### RECORD EXTRACTS
= = = = = = =
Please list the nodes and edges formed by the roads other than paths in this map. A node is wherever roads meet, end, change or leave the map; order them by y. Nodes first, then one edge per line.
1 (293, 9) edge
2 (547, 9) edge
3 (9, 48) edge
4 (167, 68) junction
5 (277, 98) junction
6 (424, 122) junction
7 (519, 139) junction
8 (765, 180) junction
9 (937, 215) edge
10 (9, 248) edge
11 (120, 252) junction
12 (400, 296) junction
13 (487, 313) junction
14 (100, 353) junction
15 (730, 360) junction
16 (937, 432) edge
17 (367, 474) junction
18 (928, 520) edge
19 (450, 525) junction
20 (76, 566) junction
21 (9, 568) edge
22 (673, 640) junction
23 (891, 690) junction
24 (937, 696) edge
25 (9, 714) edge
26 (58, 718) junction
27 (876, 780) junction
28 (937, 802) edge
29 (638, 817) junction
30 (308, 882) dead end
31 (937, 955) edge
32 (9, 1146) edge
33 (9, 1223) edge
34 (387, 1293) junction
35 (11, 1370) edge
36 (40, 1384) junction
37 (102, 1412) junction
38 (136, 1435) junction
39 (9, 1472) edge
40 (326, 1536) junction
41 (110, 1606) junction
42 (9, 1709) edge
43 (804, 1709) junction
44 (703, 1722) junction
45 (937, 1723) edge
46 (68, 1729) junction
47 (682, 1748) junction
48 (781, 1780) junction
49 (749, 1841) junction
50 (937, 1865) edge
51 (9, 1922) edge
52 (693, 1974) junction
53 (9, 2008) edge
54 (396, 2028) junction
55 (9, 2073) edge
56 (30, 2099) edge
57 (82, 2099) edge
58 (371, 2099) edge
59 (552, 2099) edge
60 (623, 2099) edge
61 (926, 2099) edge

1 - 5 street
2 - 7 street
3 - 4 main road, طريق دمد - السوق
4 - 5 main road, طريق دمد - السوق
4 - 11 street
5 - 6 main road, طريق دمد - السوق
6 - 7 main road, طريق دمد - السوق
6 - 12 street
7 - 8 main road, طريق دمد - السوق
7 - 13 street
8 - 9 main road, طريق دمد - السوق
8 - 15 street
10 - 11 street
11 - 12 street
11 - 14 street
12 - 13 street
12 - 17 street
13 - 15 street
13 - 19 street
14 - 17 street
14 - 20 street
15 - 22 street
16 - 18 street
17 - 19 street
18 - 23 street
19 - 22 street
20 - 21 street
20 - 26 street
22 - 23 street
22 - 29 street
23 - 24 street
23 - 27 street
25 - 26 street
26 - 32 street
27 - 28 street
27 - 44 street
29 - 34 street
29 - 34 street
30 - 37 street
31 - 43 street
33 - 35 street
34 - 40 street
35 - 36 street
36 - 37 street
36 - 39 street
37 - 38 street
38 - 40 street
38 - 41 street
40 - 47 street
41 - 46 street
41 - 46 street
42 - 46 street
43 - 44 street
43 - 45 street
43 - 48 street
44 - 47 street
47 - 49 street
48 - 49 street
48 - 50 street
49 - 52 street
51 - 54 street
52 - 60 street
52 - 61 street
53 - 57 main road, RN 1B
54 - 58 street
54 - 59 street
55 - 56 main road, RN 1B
= = = = = = =
### EXERCISE PROMPT
From the entries above, copy each line that holds "السوق".

### PROBLEM SOLUTION
3 - 4 main road, طريق دمد - السوق
4 - 5 main road, طريق دمد - السوق
5 - 6 main road, طريق دمد - السوق
6 - 7 main road, طريق دمد - السوق
7 - 8 main road, طريق دمد - السوق
8 - 9 main road, طريق دمد - السوق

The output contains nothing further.